Estimated time: 25-30 minutes

The inter-arrival time is the time interval between the arrival of one activity into the system and the arrival of the next activity. The estimated cost of an activity represents an estimate by the SQL compiler of the system resources that will be used during the execution of the activity, and only applies to DML activities.

Inter-arrival time histograms or estimated cost histograms can be correlated with one another, with lifetime histograms, or with other lifetime statistics to determine whether changes in lifetime histograms or lifetime statistics could be due to one of the following events:
  • A change in the complexity of the workload, such as a change in the distribution of the estimated costs
  • A change in the activity arrival rate, determined from the inter-arrival time distribution
  • A change in the system itself, such as the introduction of a new threshold, a change in the priority given to a service class, or a change in hardware

For more information on histograms, see Histograms in workload management.

Histograms are accessed through the statistics event monitor.  This exercise reuses the statistics event monitor created in Exercise 1 Step 1.

Step 1: Create views for viewing histogram statistics

Create several views to make querying the HISTOGRAMBIN_DB2STATISTICS table easier.
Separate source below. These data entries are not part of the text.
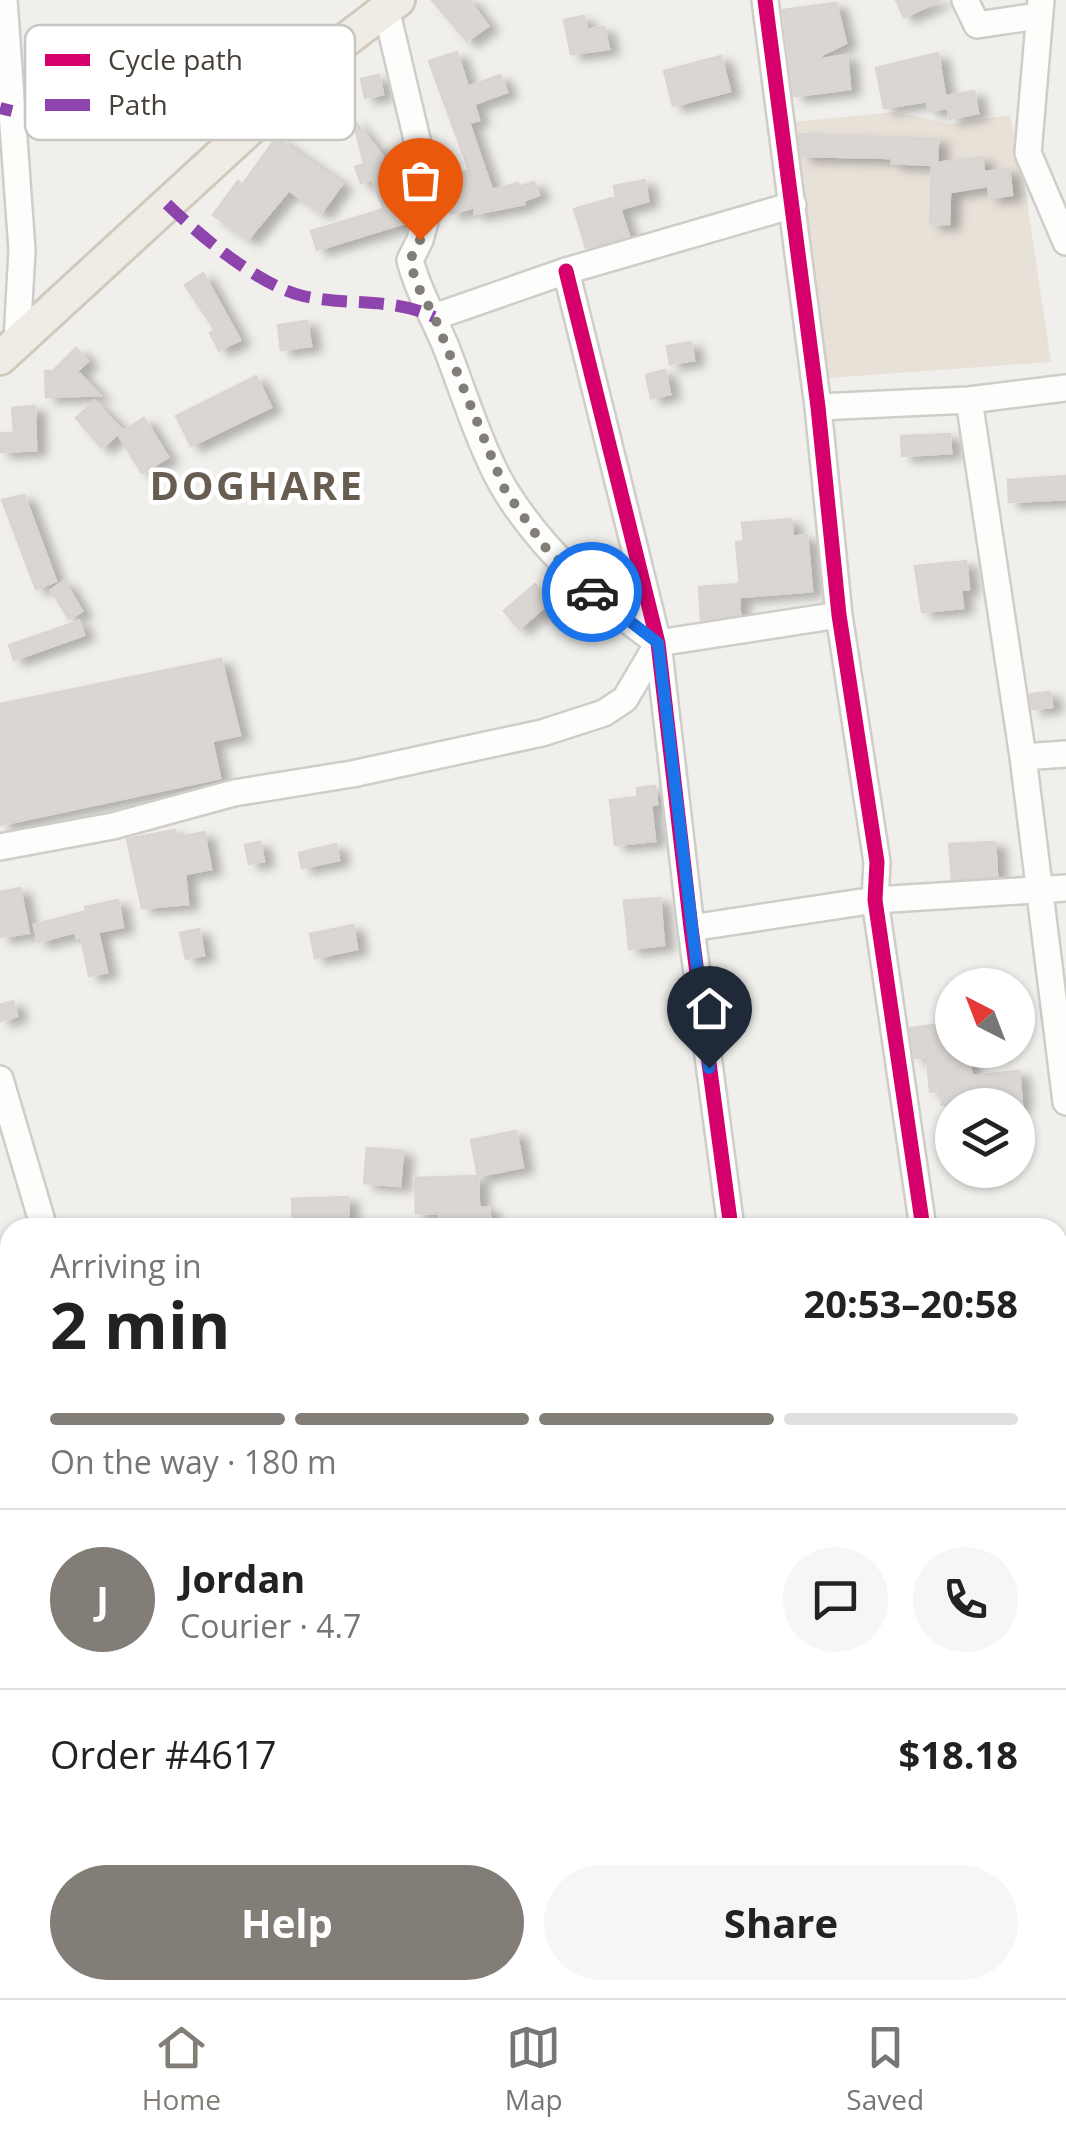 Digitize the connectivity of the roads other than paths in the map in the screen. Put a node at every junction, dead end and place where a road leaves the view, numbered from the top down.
1 (4, 0) edge
2 (764, 0) edge
3 (965, 0) edge
4 (392, 4) edge
5 (1039, 8) edge
6 (355, 32) edge
7 (240, 140) edge
8 (793, 205) junction
9 (1066, 242) edge
10 (566, 271) junction
11 (434, 316) junction
12 (8, 349) edge
13 (1066, 388) edge
14 (970, 400) junction
15 (818, 407) junction
16 (839, 615) junction
17 (658, 643) junction
18 (1066, 754) edge
19 (1023, 757) junction
20 (0, 847) edge
21 (1066, 888) edge
22 (1038, 891) junction
23 (875, 900) junction
24 (690, 928) junction
25 (0, 1078) edge
26 (1066, 1102) edge
27 (11, 1152) edge
28 (40, 1218) edge
29 (730, 1218) edge
30 (922, 1218) edge

1 - 12 street
2 - 8 street
3 - 5 street
4 - 6 main road
4 - 11 street
5 - 9 street
7 - 12 main road
8 - 10 street
8 - 15 street
10 - 11 street
10 - 17 street
11 - 17 street
13 - 14 street
14 - 15 street
14 - 19 street
15 - 16 street
16 - 17 street
16 - 23 street
17 - 20 street
17 - 24 street
18 - 19 street
19 - 22 street
21 - 22 street
22 - 23 street
22 - 26 street
23 - 24 street
23 - 30 street
24 - 29 street
25 - 27 street
27 - 28 street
The first view lists all of the histogram types available. In this exercise, it reports just the three basic types: lifetime, execution time and queue time.

CREATE VIEW HISTOGRAMTYPES AS
  SELECT DISTINCT SUBSTR(HISTOGRAM_TYPE,1,24) HISTOGRAM_TYPE
  FROM HISTOGRAMBIN_DB2STATISTICS

A second view makes it easier to find out what service classes are having histograms collected for them. The HISTOGRAMBIN_DB2STATISTICS table reports the service class for which the histogram is being collected by giving the service class ID. Joining this table with the SERVICECLASSES catalog table will permit the service class information to be presented with the service super class name and service subclass name instead of the service class ID.

CREATE VIEW HISTOGRAMSERVICECLASSES AS
  SELECT DISTINCT SUBSTR(HISTOGRAM_TYPE,1,24) HISTOGRAM_TYPE,
         SUBSTR(PARENTSERVICECLASSNAME,1,24) SERVICE_SUPERCLASS,
         SUBSTR(SERVICECLASSNAME,1,24) SERVICE_SUBCLASS
  FROM HISTOGRAMBIN_DB2STATISTICS H,
       SYSCAT.SERVICECLASSES S
  WHERE H.SERVICE_CLASS_ID = S.SERVICECLASSID

The third view lists all of the times that a histogram of a given type was collected for a given service class. Such as the HISTOGRAMSERVICECLASSES view, it joins the HISTOGRAMBIN_DB2STATISTICS table with the SERVICECLASSES catalog table. The difference is in the STATISTICS_TIMESTAMP column which is included as one of the columns in this view.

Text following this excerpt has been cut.